▶ **The problem**
From the listing below, pull out the lines that hold "roads".
● ● ● ● ● ● ●
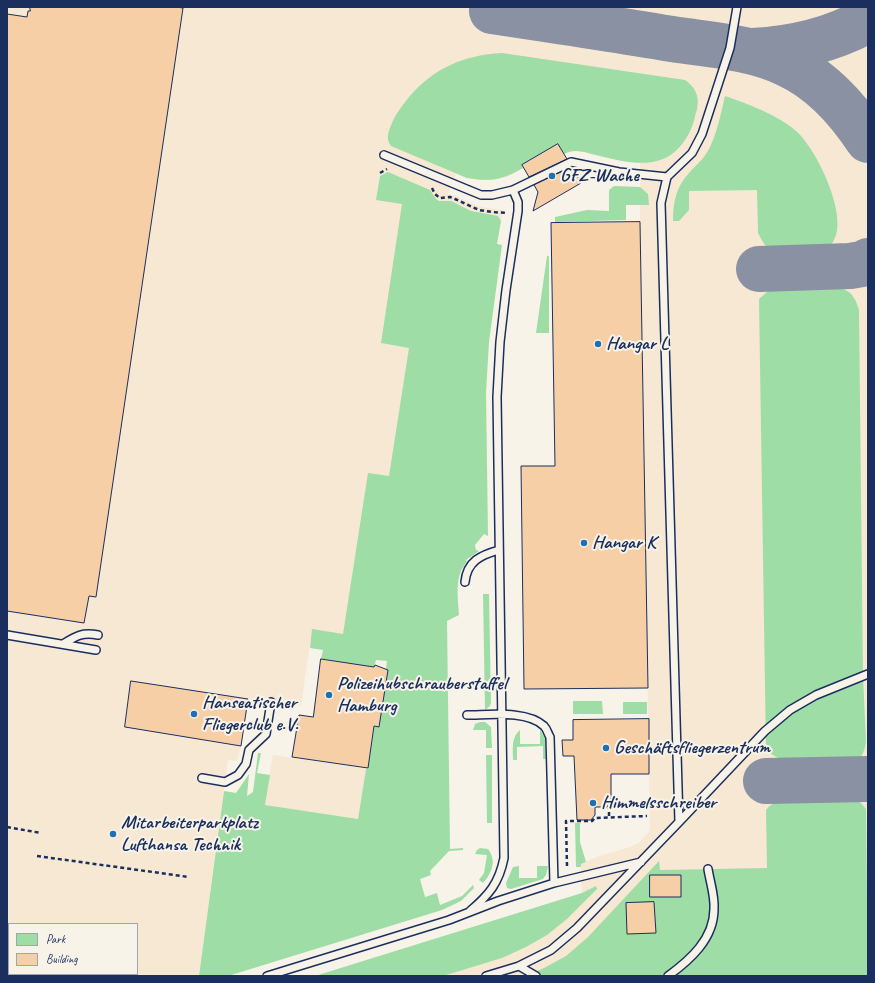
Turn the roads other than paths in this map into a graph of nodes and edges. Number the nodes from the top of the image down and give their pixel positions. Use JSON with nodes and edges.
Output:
{"nodes":[{"id":1,"x":737,"y":7,"type":"edge"},
{"id":2,"x":384,"y":155,"type":"dead end"},
{"id":3,"x":667,"y":177,"type":"junction"},
{"id":4,"x":513,"y":190,"type":"junction"},
{"id":5,"x":499,"y":550,"type":"junction"},
{"id":6,"x":466,"y":582,"type":"dead end"},
{"id":7,"x":98,"y":634,"type":"dead end"},
{"id":8,"x":7,"y":635,"type":"edge"},
{"id":9,"x":63,"y":644,"type":"junction"},
{"id":10,"x":96,"y":650,"type":"dead end"},
{"id":11,"x":868,"y":674,"type":"edge"},
{"id":12,"x":271,"y":702,"type":"dead end"},
{"id":13,"x":467,"y":715,"type":"dead end"},
{"id":14,"x":502,"y":715,"type":"junction"},
{"id":15,"x":202,"y":778,"type":"dead end"},
{"id":16,"x":679,"y":822,"type":"junction"},
{"id":17,"x":642,"y":862,"type":"junction"},
{"id":18,"x":708,"y":869,"type":"dead end"},
{"id":19,"x":554,"y":883,"type":"junction"},
{"id":20,"x":470,"y":911,"type":"junction"},
{"id":21,"x":519,"y":966,"type":"junction"},
{"id":22,"x":267,"y":976,"type":"edge"},
{"id":23,"x":486,"y":976,"type":"edge"},
{"id":24,"x":536,"y":976,"type":"edge"},
{"id":25,"x":668,"y":976,"type":"edge"}],
"edges":[{"from":1,"to":3,"type":"lane"},
{"from":2,"to":4,"type":"lane"},
{"from":3,"to":4,"type":"lane"},
{"from":3,"to":16,"type":"lane"},
{"from":4,"to":5,"type":"lane"},
{"from":5,"to":6,"type":"lane"},
{"from":5,"to":14,"type":"lane"},
{"from":7,"to":9,"type":"lane"},
{"from":8,"to":9,"type":"lane"},
{"from":9,"to":10,"type":"lane"},
{"from":11,"to":16,"type":"lane"},
{"from":12,"to":15,"type":"lane"},
{"from":13,"to":14,"type":"lane"},
{"from":14,"to":19,"type":"lane"},
{"from":14,"to":20,"type":"lane"},
{"from":16,"to":17,"type":"lane"},
{"from":17,"to":19,"type":"lane"},
{"from":17,"to":21,"type":"lane"},
{"from":18,"to":25,"type":"lane"},
{"from":19,"to":20,"type":"lane"},
{"from":20,"to":22,"type":"lane"},
{"from":21,"to":23,"type":"lane"},
{"from":21,"to":24,"type":"lane"}]}
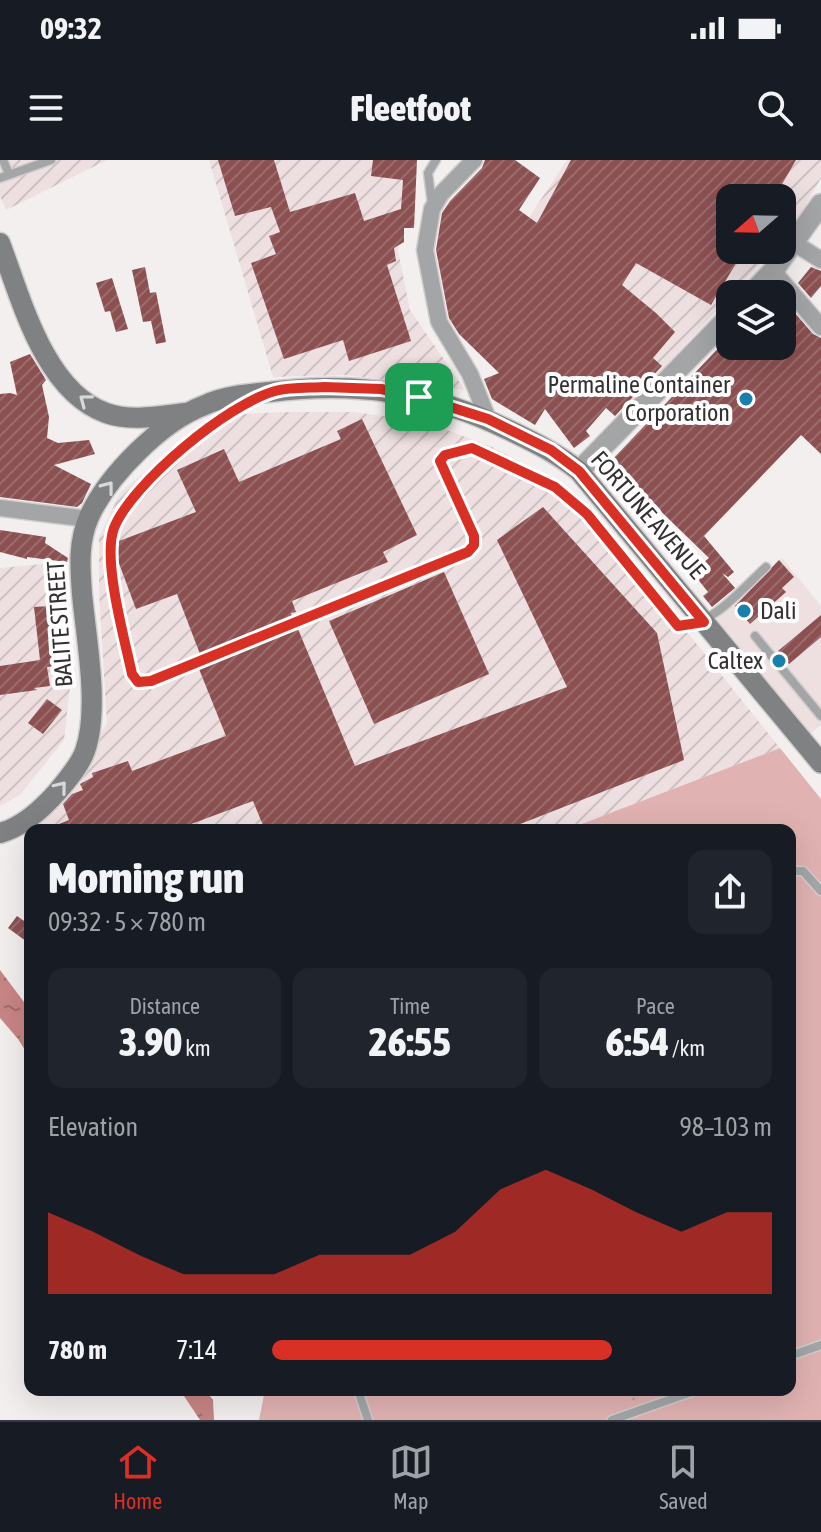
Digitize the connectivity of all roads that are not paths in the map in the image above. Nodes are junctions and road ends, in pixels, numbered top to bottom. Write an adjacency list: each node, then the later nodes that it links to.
● ● ● ● ● ● ●
▶ **Task output**
Turn the roads other than paths in this map into a graph of nodes and edges. Number the nodes from the top of the image down and give their pixel positions. Use JSON with nodes and edges.
Digitize the connectivity of all roads that are not paths in the map in the image above. Nodes are junctions and road ends, in pixels, numbered top to bottom. Write an adjacency list: each node, then the later nodes that it links to.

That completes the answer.